DATA SHOWN below:

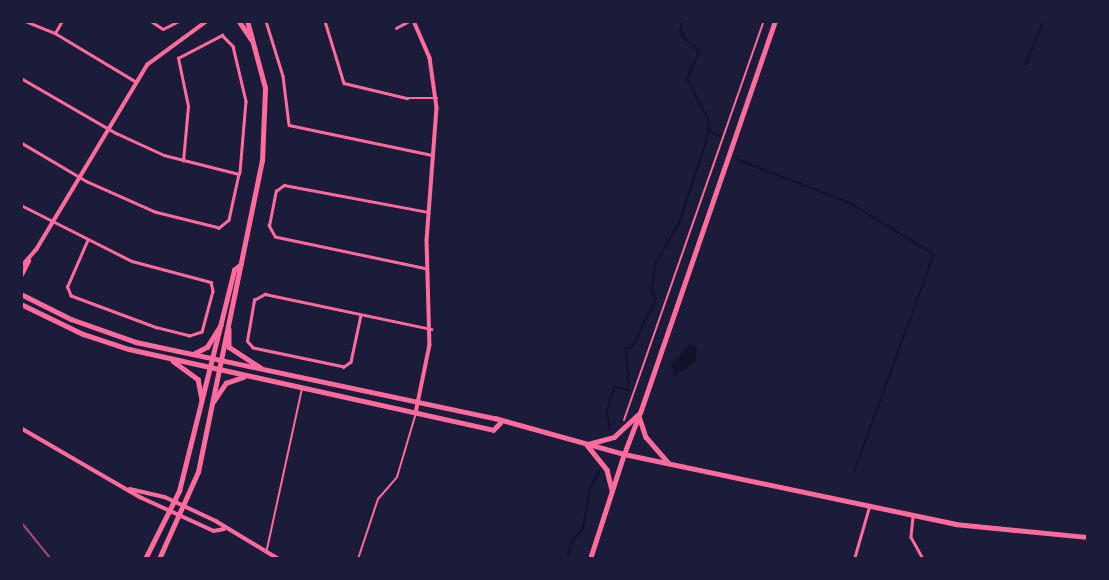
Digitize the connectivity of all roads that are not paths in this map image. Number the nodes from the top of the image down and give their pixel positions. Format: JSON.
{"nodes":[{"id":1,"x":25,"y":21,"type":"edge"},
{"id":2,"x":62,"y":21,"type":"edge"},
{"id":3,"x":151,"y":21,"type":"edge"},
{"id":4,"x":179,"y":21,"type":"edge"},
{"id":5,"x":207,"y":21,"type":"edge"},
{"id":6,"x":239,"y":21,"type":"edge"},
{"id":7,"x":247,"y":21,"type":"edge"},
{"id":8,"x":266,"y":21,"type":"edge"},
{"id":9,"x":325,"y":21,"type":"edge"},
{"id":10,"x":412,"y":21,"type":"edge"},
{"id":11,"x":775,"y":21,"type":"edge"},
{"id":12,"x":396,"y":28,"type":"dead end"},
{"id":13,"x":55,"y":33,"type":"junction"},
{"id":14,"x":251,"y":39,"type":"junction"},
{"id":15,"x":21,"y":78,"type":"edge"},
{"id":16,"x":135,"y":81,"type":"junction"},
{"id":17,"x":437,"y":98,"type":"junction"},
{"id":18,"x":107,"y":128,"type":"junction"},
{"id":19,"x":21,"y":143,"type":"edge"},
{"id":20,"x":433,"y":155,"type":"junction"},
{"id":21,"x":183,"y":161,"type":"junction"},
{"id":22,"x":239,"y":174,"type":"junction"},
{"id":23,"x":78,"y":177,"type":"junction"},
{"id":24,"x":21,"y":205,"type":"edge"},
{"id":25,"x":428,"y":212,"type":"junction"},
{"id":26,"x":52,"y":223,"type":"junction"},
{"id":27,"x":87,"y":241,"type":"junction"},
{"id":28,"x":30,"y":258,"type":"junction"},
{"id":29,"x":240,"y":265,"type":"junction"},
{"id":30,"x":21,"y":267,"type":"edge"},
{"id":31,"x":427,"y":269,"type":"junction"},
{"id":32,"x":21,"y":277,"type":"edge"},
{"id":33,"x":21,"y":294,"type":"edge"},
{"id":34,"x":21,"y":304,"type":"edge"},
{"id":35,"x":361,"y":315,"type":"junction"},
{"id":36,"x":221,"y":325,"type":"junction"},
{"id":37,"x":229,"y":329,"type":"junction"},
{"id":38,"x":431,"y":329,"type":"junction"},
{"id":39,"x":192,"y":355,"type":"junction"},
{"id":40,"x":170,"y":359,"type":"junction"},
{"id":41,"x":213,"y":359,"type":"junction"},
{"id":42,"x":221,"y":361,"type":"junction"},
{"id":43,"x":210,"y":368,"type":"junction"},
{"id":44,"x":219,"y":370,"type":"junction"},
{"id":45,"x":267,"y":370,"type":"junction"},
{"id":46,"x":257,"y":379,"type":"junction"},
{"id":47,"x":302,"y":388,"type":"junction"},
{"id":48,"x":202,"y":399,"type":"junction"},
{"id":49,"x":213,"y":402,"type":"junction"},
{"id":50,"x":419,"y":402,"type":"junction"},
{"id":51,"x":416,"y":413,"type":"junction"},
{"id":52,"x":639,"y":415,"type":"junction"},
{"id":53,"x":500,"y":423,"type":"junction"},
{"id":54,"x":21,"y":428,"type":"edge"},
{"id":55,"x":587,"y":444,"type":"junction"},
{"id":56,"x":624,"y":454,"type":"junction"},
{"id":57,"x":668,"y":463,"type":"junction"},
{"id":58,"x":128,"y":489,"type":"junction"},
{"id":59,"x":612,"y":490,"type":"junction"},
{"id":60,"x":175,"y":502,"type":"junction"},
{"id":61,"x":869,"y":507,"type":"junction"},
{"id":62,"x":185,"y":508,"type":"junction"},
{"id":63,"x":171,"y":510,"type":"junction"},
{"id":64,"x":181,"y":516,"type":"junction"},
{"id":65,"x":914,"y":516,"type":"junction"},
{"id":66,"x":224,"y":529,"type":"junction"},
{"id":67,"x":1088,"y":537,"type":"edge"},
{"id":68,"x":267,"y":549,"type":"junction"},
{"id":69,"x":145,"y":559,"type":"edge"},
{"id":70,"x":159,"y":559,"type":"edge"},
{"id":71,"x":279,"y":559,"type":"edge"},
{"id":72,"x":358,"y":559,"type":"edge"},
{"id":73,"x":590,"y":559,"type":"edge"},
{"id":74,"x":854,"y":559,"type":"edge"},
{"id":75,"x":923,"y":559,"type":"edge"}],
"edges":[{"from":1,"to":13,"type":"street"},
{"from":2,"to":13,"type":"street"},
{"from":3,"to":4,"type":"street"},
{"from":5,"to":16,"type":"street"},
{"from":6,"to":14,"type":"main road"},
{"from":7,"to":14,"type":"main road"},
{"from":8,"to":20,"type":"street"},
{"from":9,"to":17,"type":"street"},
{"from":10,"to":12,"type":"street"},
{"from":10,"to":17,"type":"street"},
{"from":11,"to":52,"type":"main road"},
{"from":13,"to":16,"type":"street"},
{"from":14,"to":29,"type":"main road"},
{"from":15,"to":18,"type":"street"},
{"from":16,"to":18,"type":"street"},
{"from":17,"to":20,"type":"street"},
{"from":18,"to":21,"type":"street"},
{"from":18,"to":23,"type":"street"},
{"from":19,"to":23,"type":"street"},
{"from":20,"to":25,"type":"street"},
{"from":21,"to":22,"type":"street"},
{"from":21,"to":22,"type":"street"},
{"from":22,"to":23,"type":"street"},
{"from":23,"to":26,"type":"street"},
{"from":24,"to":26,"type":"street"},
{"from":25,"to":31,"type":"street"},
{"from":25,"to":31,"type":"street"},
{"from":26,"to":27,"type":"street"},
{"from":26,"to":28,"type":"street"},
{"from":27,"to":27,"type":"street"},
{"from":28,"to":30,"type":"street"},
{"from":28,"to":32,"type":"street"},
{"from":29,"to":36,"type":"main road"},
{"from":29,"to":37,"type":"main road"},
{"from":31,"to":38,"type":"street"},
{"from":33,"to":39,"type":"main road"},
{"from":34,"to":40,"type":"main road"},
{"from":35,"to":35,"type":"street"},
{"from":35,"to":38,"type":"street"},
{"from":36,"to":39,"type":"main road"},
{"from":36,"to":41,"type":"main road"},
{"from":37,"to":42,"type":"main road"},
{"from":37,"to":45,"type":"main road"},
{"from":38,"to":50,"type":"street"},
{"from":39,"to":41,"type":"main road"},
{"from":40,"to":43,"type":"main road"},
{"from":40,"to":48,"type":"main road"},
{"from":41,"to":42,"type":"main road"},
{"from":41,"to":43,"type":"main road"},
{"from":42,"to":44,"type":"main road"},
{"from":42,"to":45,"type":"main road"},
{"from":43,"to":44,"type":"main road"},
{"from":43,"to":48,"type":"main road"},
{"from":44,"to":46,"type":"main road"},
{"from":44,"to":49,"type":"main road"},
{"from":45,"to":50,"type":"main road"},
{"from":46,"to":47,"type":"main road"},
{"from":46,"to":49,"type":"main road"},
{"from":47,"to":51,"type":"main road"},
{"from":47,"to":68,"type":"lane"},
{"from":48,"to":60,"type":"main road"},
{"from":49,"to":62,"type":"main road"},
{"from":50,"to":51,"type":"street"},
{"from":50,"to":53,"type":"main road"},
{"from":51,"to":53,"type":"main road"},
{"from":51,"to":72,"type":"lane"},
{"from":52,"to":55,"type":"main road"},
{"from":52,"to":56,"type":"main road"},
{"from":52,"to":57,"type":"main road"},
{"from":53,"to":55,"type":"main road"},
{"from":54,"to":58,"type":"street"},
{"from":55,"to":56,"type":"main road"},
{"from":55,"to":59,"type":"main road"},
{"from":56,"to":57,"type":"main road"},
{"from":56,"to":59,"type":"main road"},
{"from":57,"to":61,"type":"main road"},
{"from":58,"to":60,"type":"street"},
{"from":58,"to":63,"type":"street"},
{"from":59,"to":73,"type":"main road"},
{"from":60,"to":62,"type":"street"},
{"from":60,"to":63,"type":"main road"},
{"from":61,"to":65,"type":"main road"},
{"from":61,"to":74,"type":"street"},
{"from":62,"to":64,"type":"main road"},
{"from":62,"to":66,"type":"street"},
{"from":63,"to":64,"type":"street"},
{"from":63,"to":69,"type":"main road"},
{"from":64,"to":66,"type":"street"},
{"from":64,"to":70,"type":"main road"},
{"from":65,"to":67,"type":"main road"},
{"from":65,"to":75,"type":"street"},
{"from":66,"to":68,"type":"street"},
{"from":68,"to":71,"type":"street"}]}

End of DATA SHOWN.

* PROBLEM DESCRIPTION: In the records above, find each line that mentions the string "nodes", then copy it.

* SOLUTION:
Digitize the connectivity of all roads that are not paths in this map image. Number the nodes from the top of the image down and give their pixel positions. Format: JSON.
{"nodes":[{"id":1,"x":25,"y":21,"type":"edge"},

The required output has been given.